Two mobile baristas are using their coffee-making skills from quite different platforms.
Miriam Ellis parks her custom-made cycle coffee cart in Payne Park outside Resthaven in Cambridge while Te Awamutu’s Rebecca Petch plies her trade from inside a renovated caravan in the old Bunnings building carpark not far away.
Waipā District Council allocated Ellis the space for her Cycle Coffee Company cart alongside the Hamilton Road Cycleway.
“I guess they figured it was appropriate to have me by the cycleway,” said Ellis, who was previously a learning assistant and university lecturer before a mountain bike accident in November 2020 left her with a brain injury.
She and son Sidney moved to Cambridge last year and Ellis considered what next.

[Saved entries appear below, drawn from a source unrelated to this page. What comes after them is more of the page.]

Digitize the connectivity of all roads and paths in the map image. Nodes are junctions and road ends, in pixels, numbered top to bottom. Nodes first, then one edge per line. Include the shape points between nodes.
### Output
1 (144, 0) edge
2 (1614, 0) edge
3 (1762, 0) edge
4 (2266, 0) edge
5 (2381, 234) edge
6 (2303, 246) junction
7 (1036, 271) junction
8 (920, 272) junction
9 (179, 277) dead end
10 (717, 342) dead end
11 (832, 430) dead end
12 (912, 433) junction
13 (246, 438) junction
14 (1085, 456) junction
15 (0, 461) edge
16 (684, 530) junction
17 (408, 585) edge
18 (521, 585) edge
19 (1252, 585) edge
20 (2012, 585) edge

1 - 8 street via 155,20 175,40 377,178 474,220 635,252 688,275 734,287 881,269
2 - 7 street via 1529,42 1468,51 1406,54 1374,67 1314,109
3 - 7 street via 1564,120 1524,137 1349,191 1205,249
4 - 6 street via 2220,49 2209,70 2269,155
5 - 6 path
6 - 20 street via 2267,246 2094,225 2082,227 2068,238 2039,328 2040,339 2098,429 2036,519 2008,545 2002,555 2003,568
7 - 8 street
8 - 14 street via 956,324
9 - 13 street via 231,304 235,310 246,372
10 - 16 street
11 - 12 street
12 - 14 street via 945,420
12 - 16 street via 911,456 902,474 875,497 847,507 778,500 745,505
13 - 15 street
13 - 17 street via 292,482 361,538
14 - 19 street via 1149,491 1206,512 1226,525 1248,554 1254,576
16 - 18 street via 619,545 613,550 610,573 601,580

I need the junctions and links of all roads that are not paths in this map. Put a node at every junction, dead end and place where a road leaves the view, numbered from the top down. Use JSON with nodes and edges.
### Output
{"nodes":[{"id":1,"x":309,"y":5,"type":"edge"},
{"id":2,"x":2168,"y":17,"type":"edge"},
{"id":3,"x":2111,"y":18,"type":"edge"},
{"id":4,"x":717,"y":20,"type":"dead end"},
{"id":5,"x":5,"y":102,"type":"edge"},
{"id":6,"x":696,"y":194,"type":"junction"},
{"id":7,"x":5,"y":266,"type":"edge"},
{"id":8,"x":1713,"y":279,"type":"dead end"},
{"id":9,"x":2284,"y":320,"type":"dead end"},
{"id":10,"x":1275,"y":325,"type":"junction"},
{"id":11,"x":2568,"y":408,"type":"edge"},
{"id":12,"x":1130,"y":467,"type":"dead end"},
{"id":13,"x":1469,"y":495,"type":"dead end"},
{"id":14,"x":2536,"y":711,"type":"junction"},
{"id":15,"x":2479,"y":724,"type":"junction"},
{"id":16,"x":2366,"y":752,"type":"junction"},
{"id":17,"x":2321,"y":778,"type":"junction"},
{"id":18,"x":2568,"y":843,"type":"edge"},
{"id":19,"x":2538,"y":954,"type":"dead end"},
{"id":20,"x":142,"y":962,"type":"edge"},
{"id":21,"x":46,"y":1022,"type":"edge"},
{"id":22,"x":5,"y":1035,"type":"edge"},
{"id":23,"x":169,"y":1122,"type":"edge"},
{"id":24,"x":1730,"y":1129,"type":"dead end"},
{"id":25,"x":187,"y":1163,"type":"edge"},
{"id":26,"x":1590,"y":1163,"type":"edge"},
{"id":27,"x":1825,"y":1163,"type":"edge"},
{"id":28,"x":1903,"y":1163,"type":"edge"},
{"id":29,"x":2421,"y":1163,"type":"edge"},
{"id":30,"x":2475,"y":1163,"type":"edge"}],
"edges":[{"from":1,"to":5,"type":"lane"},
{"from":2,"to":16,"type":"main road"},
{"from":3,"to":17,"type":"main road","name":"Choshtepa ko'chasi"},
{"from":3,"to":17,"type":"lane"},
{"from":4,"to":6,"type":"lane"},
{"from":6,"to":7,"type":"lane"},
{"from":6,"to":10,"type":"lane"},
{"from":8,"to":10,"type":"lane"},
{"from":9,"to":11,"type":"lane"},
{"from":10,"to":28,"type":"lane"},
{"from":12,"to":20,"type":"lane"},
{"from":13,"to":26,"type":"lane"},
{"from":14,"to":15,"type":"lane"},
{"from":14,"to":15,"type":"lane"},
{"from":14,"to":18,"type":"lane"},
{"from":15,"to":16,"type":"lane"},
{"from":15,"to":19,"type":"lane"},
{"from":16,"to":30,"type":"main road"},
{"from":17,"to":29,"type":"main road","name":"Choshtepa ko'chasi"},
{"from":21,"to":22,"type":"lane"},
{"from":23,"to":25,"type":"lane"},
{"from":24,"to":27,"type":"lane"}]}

She has a lifetime love of coffee so decided to retrain and did a barista ticket at Wintec setting up last year at the western entrance to Cambridge where cyclists, Resthaven residents and passing motorists have come to look forward to her pithy blackboard statements.
Like last week’s “Tough times don’t last, tough people do!” which sums up Ellis’s ongoing recovery.
Meanwhile Petch, who was selected in the New Zealand Commonwealth Games cycling team last week, is making coffee to support her goal to compete in the Kiwi BMX team at the Paris Olympics in 2024.
The cyclist has the help of her best friend, fellow New Zealand BMXer Baylee Luttrell. Both are from Te Awamutu.
“I love making coffee and everything that comes with it, so I thought ‘why not do something I enjoy’. Long story short, Little Petchy was born,” said Petch.
Little Petchy is a 1961 Gypsy caravan she bought in Ōtorohanga, gutted back to its bones and renovated it to become a mobile coffee place.
The renovation included installing a rimu bench so when she is hired to provide coffees at weddings, Little Petchy looks the part.
Petch was selected for the Tokyo Olympic Games last year, edging out her training partner Cambridge rider, and former silver medallist Sarah Walker, for the sole spot.
Injury free for most of her career, Petch crashed in her first race, sustaining a shoulder injury – though she refused to blame it for being unable to qualify for the final.
Now she wants to give the Olympics another try but first there is the women’s team sprint competition at the Commonwealth Games in Birmingham next month.
Ellis and Petch have both touched base and swapped barista stories.